= Golm transmitter =

Golm transmitter or Sender Golm was a medium wave broadcasting facility on the area of a former Reichsarbeitsdienst officer candidate school at Kuhforter Damm in Golm near Potsdam. It entered service in 1948 as the central broadcast transmitter for Brandenburg state. Until 1979 it used a wooden lattice tower of 98 m height with a horizontal wooden cross on its top as its antenna support. The ends of the beams of this cross were connected with wires. From the centre of each of these horizontal wires, a vertical wire was run down to the antenna tuner which was located in a building under the feet of the tower construction. The antenna of Golm transmitter consisted therefore of 4 T-antennas connected in parallel, forming an omnidirectional antenna with a natural wavelength of 528 m. The transmitter was built from second-hand parts obtained by dismantling a site in Reichenbach, Upper Lusatia. Test transmissions were undertaken on 16 April 1948, and from 1 May 1948 the facility operated on 564 kHz.

The wooden tower of Golm transmitter was not a new construction. It was built from parts of two wooden masts originally erected in 1936 at Rehmate, the location of Zehlendorf transmitter, as supports for shortwave antennas. These were (together with a third mast) the only antenna towers on this site not dismantled for war reparations following World War II. As materials for structural engineering were not easily available in the Soviet occupation zone, it was decided to dismantle this structure and re-erect it as an antenna tower at Golm, although wooden radio towers was no longer state-of-the-art.

After the demolition of the wooden radio tower of Wiederau transmitter in 1953, the tower of Golm transmitter remained the tallest wooden structure in the GDR until 1979. It was a well-known landmark of the Potsdam area. On October 25, 1979 it was demolished with explosives because of structural deterioration. It was replaced by two 51 m tall guyed steel lattice mast radiators. One of these served as the main antenna, the other as backup.

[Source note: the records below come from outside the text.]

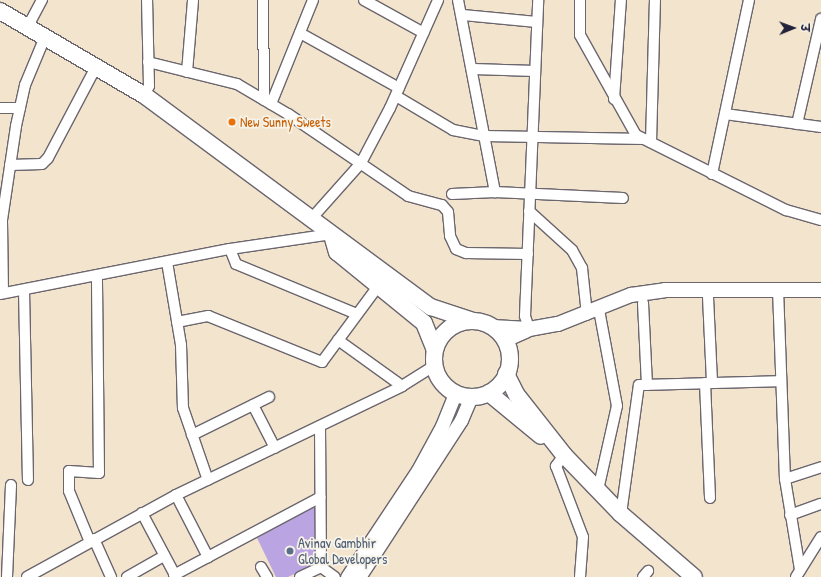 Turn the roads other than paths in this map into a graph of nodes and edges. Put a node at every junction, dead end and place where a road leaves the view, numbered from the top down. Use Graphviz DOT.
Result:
graph roads {
  1 [pos="42,0"];
  2 [pos="147,0"];
  3 [pos="193,0"];
  4 [pos="263,0"];
  5 [pos="313,0"];
  6 [pos="438,0"];
  7 [pos="458,0"];
  8 [pos="538,0"];
  9 [pos="580,0"];
  10 [pos="621,0"];
  11 [pos="655,0"];
  12 [pos="749,0"];
  13 [pos="369,1"];
  14 [pos="0,11"];
  15 [pos="463,15"];
  16 [pos="821,19"];
  17 [pos="537,22"];
  18 [pos="27,28"];
  19 [pos="300,33"];
  20 [pos="424,33"];
  21 [pos="45,37"];
  22 [pos="148,62"];
  23 [pos="96,67"];
  24 [pos="473,69"];
  25 [pos="535,71"];
  26 [pos="187,72"];
  27 [pos="397,92"];
  28 [pos="144,95"];
  29 [pos="614,99"];
  30 [pos="267,102"];
  31 [pos="0,108"];
  32 [pos="20,108"];
  33 [pos="725,114"];
  34 [pos="797,124"];
  35 [pos="821,127"];
  36 [pos="485,136"];
  37 [pos="532,138"];
  38 [pos="648,141"];
  39 [pos="360,163"];
  40 [pos="10,165"];
  41 [pos="712,174"];
  42 [pos="495,192"];
  43 [pos="452,194"];
  44 [pos="530,196"];
  45 [pos="623,198"];
  46 [pos="529,211"];
  47 [pos="312,218"];
  48 [pos="821,220"];
  49 [pos="332,234"];
  50 [pos="230,249"];
  51 [pos="528,254"];
  52 [pos="167,262"];
  53 [pos="97,275"];
  54 [pos="379,285"];
  55 [pos="24,290"];
  56 [pos="821,290"];
  57 [pos="778,293"];
  58 [pos="1,294"];
  59 [pos="708,297"];
  60 [pos="821,298"];
  61 [pos="643,303"];
  62 [pos="613,305"];
  63 [pos="593,312"];
  64 [pos="357,314"];
  65 [pos="473,321"];
  66 [pos="177,322"];
  67 [pos="492,327"];
  68 [pos="529,329"];
  69 [pos="338,340"];
  70 [pos="504,340"];
  71 [pos="435,350"];
  72 [pos="434,366"];
  73 [pos="506,374"];
  74 [pos="781,381"];
  75 [pos="709,383"];
  76 [pos="647,385"];
  77 [pos="402,386"];
  78 [pos="455,393"];
  79 [pos="489,393"];
  80 [pos="269,397"];
  81 [pos="471,397"];
  82 [pos="253,405"];
  83 [pos="320,426"];
  84 [pos="192,435"];
  85 [pos="275,448"];
  86 [pos="564,455"];
  87 [pos="821,467"];
  88 [pos="785,479"];
  89 [pos="28,480"];
  90 [pos="208,480"];
  91 [pos="11,485"];
  92 [pos="598,490"];
  93 [pos="176,495"];
  94 [pos="321,497"];
  95 [pos="710,498"];
  96 [pos="821,504"];
  97 [pos="142,514"];
  98 [pos="621,514"];
  99 [pos="790,515"];
  100 [pos="5,525"];
  101 [pos="820,538"];
  102 [pos="92,541"];
  103 [pos="164,556"];
  104 [pos="208,557"];
  105 [pos="261,567"];
  106 [pos="321,567"];
  107 [pos="798,574"];
  108 [pos="175,576"];
  109 [pos="7,577"];
  110 [pos="27,577"];
  111 [pos="111,577"];
  112 [pos="127,577"];
  113 [pos="267,577"];
  114 [pos="300,577"];
  115 [pos="335,577"];
  116 [pos="347,577"];
  117 [pos="359,577"];
  118 [pos="580,577"];
  119 [pos="677,577"];
  120 [pos="694,577"];
  1 -- 18 [label="street"];
  2 -- 22 [label="street"];
  3 -- 26 [label="street"];
  4 -- 30 [label="street"];
  5 -- 19 [label="street"];
  6 -- 20 [label="street"];
  7 -- 15 [label="street"];
  8 -- 17 [label="street"];
  9 -- 29 [label="street"];
  10 -- 29 [label="street"];
  11 -- 38 [label="street"];
  12 -- 33 [label="street"];
  13 -- 20 [label="street"];
  14 -- 18 [label="main road"];
  15 -- 17 [label="street"];
  15 -- 24 [label="street"];
  16 -- 34 [label="street"];
  17 -- 25 [label="street"];
  18 -- 21 [label="main road"];
  19 -- 27 [label="street"];
  19 -- 30 [label="street"];
  20 -- 27 [label="street"];
  21 -- 23 [label="main road"];
  21 -- 32 [label="street"];
  22 -- 26 [label="street"];
  22 -- 28 [label="street"];
  23 -- 28 [label="main road"];
  23 -- 40 [label="street"];
  24 -- 25 [label="street"];
  24 -- 36 [label="street"];
  25 -- 37 [label="street"];
  26 -- 30 [label="street"];
  27 -- 36 [label="street"];
  27 -- 39 [label="street"];
  28 -- 47 [label="main road"];
  29 -- 38 [label="street"];
  30 -- 39 [label="street"];
  31 -- 32 [label="street"];
  32 -- 40 [label="street"];
  33 -- 34 [label="street"];
  33 -- 41 [label="street"];
  34 -- 35 [label="street"];
  36 -- 37 [label="street"];
  36 -- 42 [label="street"];
  37 -- 38 [label="street"];
  37 -- 44 [label="street"];
  38 -- 41 [label="street"];
  39 -- 47 [label="street"];
  39 -- 51 [label="street"];
  40 -- 58 [label="street"];
  41 -- 48 [label="street"];
  42 -- 43 [label="street"];
  42 -- 44 [label="street"];
  44 -- 45 [label="street"];
  44 -- 46 [label="street"];
  46 -- 51 [label="street"];
  46 -- 63 [label="street"];
  47 -- 49 [label="main road"];
  49 -- 50 [label="street"];
  49 -- 54 [label="main road"];
  49 -- 65 [label="main road"];
  50 -- 52 [label="street"];
  50 -- 64 [label="street"];
  51 -- 68 [label="street"];
  52 -- 53 [label="street"];
  52 -- 66 [label="street"];
  53 -- 55 [label="street"];
  53 -- 102 [label="street"];
  54 -- 64 [label="street"];
  54 -- 71 [label="main road"];
  55 -- 58 [label="street"];
  55 -- 89 [label="street"];
  56 -- 57 [label="main road"];
  57 -- 59 [label="main road"];
  57 -- 60 [label="main road"];
  57 -- 62 [label="main road"];
  57 -- 74 [label="street"];
  59 -- 61 [label="main road"];
  59 -- 75 [label="street"];
  61 -- 62 [label="main road"];
  61 -- 76 [label="street"];
  62 -- 63 [label="main road"];
  63 -- 68 [label="main road"];
  63 -- 92 [label="street"];
  64 -- 69 [label="street"];
  65 -- 67 [label="main road"];
  65 -- 71 [label="main road"];
  66 -- 69 [label="street"];
  66 -- 84 [label="street"];
  67 -- 68 [label="main road"];
  67 -- 70 [label="main road"];
  68 -- 70 [label="main road"];
  69 -- 77 [label="street"];
  70 -- 73 [label="main road"];
  71 -- 72 [label="main road"];
  72 -- 77 [label="street"];
  72 -- 78 [label="main road"];
  73 -- 79 [label="main road"];
  73 -- 86 [label="main road"];
  74 -- 75 [label="street"];
  74 -- 88 [label="street"];
  75 -- 76 [label="street"];
  75 -- 95 [label="street"];
  76 -- 98 [label="street"];
  77 -- 83 [label="street"];
  78 -- 81 [label="main road"];
  78 -- 116 [label="street"];
  79 -- 81 [label="main road"];
  79 -- 86 [label="main road"];
  80 -- 82 [label="street"];
  81 -- 117 [label="street"];
  82 -- 84 [label="street"];
  82 -- 85 [label="street"];
  83 -- 85 [label="street"];
  83 -- 94 [label="street"];
  84 -- 90 [label="street"];
  85 -- 90 [label="street"];
  86 -- 92 [label="main road"];
  86 -- 118 [label="street"];
  87 -- 88 [label="street"];
  88 -- 99 [label="street"];
  90 -- 93 [label="street"];
  91 -- 100 [label="street"];
  92 -- 98 [label="main road"];
  93 -- 97 [label="street"];
  93 -- 104 [label="street"];
  94 -- 104 [label="street"];
  94 -- 106 [label="street"];
  96 -- 99 [label="street"];
  97 -- 102 [label="street"];
  97 -- 103 [label="street"];
  98 -- 119 [label="main road"];
  98 -- 120 [label="main road"];
  99 -- 107 [label="street"];
  100 -- 109 [label="street"];
  101 -- 107 [label="street"];
  102 -- 110 [label="street"];
  102 -- 111 [label="street"];
  103 -- 108 [label="street"];
  103 -- 112 [label="street"];
  104 -- 108 [label="street"];
  105 -- 113 [label="street"];
  106 -- 114 [label="street"];
  106 -- 115 [label="street"];
}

The facility was operated by Deutsche Post. Initially, the programmes of Landessender Potsdam was broadcast, later those of Radio Wolga, Berliner Rundfunk, Berliner Welle, and Radio DDR 1 and Radio DDR 2. In 1991 the programme of Berliner Rundfunk was broadcast on 693 kHz. Transmissions ceased on 20 August 1992, and dismantlement was ordered on 20 September 1993. The guyed masts together with the other facilities were dismantled in 1993/1994. The area is now covered in vegetation, only parts of the foundations of one mast remain.